#### [Records from a dataset]
- - -

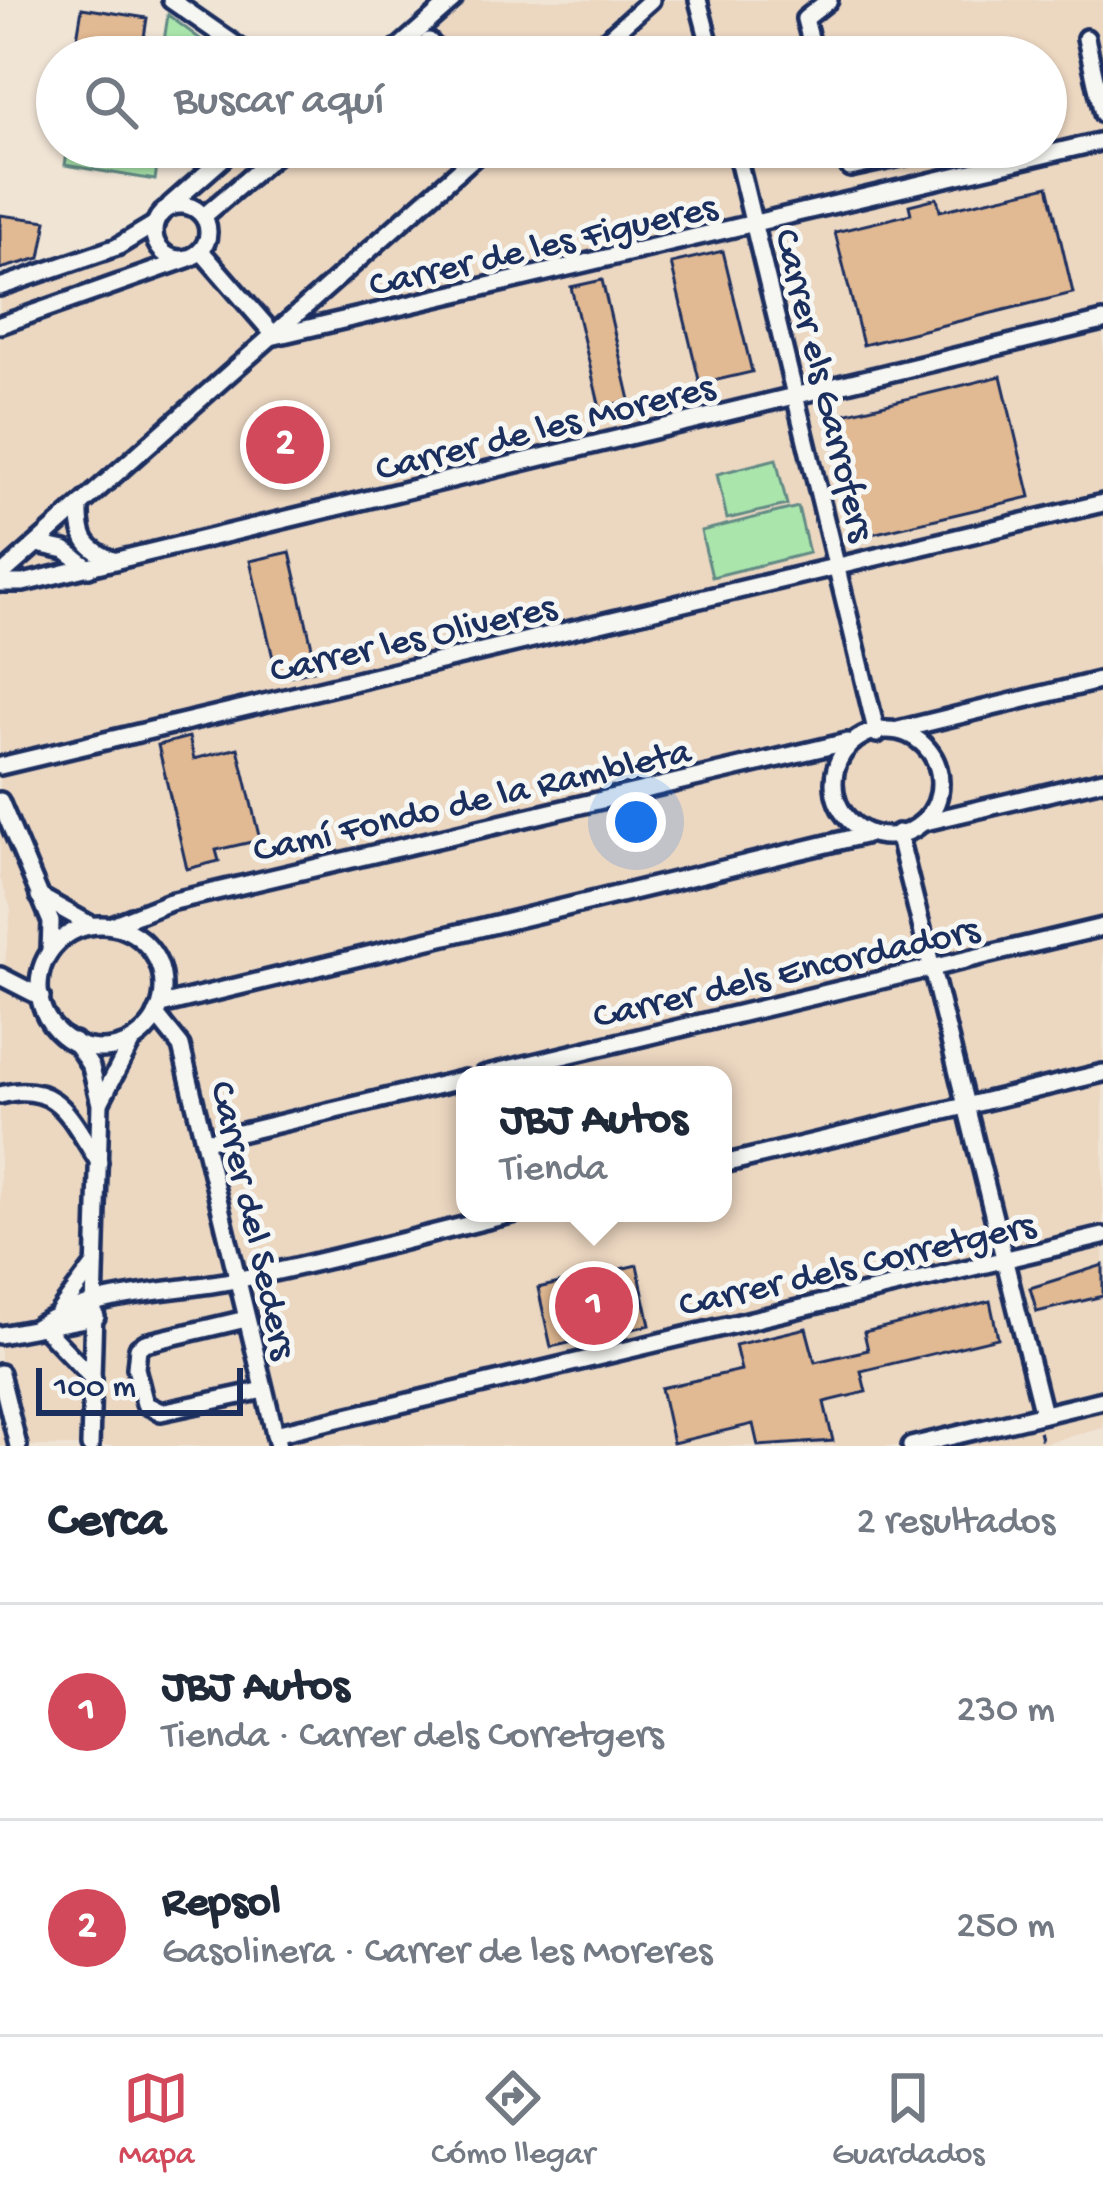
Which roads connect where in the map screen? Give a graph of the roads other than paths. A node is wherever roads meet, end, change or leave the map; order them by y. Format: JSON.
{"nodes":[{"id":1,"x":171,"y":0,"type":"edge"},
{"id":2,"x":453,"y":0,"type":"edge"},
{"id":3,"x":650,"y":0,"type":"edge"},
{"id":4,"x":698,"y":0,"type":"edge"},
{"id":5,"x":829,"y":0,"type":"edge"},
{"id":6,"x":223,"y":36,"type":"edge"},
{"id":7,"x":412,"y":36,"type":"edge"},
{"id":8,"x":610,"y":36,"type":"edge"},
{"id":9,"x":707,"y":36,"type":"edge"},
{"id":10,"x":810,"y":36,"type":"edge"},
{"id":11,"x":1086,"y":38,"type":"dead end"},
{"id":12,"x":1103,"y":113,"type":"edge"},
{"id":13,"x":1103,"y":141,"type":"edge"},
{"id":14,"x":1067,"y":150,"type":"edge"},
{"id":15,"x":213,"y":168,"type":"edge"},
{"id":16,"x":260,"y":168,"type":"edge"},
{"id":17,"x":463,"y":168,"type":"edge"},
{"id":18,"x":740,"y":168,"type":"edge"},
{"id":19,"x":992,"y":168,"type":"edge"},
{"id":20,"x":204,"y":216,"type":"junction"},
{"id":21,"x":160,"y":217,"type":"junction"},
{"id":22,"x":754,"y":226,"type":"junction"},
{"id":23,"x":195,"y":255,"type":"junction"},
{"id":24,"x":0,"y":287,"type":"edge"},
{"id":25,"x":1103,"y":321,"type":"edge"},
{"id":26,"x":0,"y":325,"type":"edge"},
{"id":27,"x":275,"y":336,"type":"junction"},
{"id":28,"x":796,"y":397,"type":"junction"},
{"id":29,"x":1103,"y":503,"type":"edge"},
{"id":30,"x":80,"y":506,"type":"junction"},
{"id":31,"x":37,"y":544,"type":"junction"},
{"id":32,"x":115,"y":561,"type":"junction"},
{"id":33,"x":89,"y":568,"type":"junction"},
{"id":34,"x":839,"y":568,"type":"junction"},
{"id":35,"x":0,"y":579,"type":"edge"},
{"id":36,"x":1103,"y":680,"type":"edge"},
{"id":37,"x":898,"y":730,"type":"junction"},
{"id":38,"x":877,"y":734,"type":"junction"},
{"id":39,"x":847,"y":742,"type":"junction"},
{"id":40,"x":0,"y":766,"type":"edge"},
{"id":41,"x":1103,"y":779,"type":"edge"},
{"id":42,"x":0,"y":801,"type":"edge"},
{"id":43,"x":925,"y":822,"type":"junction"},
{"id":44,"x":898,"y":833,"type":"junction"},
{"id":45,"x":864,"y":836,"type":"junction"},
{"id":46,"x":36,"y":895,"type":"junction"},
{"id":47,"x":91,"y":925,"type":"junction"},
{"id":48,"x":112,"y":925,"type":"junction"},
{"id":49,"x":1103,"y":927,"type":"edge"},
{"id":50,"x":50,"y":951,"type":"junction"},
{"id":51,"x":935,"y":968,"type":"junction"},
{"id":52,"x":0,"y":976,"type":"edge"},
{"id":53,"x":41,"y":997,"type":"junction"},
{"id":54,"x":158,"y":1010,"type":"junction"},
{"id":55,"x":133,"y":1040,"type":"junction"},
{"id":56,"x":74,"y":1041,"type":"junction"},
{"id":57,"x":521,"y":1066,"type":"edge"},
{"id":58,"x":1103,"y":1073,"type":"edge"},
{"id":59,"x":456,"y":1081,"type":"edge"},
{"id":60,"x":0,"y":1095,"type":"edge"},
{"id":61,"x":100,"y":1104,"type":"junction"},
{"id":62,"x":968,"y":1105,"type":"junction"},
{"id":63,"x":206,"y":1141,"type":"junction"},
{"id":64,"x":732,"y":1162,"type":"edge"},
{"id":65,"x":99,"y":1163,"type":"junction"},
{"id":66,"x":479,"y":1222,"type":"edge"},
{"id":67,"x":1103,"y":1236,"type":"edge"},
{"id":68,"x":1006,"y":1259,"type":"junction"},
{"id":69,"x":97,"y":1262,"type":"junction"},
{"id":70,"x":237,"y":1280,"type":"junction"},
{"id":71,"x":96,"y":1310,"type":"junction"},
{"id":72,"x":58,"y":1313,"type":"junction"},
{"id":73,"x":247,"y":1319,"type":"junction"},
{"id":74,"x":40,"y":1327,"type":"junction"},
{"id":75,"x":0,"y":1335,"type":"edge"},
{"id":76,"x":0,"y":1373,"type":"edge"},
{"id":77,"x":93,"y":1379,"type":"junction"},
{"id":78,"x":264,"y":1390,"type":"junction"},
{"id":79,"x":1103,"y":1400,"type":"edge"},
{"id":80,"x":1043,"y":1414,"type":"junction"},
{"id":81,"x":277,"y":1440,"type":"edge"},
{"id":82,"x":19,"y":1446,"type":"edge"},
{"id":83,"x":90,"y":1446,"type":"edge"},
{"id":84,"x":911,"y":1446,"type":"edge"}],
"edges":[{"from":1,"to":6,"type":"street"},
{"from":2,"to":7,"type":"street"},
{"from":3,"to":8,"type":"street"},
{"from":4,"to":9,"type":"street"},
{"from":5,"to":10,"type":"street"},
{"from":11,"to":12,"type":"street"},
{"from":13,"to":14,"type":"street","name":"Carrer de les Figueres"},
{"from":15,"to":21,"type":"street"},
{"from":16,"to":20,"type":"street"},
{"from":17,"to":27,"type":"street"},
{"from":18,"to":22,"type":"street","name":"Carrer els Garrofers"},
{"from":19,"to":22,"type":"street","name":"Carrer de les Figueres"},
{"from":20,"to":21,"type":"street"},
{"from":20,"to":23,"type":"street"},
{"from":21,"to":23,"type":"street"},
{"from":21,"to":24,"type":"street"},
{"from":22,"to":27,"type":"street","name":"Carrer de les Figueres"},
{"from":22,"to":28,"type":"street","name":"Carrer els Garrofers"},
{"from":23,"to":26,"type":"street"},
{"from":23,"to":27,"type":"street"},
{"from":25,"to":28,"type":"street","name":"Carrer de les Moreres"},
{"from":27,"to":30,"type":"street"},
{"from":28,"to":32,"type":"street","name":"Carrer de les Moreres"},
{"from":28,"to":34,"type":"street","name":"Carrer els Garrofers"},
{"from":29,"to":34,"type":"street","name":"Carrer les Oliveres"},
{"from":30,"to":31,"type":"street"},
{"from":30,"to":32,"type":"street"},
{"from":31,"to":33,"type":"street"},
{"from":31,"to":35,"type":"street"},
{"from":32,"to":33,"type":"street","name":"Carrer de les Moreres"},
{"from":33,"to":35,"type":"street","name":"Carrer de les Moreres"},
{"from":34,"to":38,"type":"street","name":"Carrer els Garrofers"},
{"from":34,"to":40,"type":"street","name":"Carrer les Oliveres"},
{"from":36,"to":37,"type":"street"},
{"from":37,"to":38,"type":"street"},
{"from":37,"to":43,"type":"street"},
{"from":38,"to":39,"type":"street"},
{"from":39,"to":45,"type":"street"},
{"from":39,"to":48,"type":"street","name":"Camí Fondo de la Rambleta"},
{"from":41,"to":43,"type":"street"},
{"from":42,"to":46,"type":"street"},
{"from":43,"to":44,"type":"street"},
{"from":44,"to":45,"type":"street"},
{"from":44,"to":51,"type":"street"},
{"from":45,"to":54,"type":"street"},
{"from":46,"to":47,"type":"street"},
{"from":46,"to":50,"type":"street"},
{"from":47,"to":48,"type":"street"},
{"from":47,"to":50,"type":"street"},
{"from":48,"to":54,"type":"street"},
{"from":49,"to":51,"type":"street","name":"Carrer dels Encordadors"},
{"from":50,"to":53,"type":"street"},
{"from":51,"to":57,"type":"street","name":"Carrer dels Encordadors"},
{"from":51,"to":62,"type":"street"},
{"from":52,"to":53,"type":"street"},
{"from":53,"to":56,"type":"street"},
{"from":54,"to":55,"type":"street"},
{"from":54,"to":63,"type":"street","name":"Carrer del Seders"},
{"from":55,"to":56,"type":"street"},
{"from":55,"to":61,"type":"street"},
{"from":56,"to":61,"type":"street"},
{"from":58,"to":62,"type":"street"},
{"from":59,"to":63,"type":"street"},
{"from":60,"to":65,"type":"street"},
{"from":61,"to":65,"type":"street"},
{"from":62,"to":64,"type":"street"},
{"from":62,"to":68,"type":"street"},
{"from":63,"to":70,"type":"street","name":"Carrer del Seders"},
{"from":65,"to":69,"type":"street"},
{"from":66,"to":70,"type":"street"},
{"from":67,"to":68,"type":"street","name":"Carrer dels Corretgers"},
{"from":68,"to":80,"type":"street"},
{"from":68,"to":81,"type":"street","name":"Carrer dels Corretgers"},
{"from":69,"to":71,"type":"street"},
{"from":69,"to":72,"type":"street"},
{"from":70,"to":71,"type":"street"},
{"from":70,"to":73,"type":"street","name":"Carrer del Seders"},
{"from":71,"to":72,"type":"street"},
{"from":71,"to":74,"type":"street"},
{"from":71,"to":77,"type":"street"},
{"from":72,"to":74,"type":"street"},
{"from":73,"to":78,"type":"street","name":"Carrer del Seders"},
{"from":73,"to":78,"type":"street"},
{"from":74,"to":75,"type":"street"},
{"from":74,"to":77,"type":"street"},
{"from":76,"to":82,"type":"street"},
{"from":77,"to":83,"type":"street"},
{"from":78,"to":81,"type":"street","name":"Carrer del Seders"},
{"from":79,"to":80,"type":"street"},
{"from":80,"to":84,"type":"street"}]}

- - -

#### [HOW TO COMPLETE THIS TASK]
Return every line above in which the string "Encordadors" occurs.

#### [WRITTEN SOLUTION]
{"from":49,"to":51,"type":"street","name":"Carrer dels Encordadors"},
{"from":51,"to":57,"type":"street","name":"Carrer dels Encordadors"},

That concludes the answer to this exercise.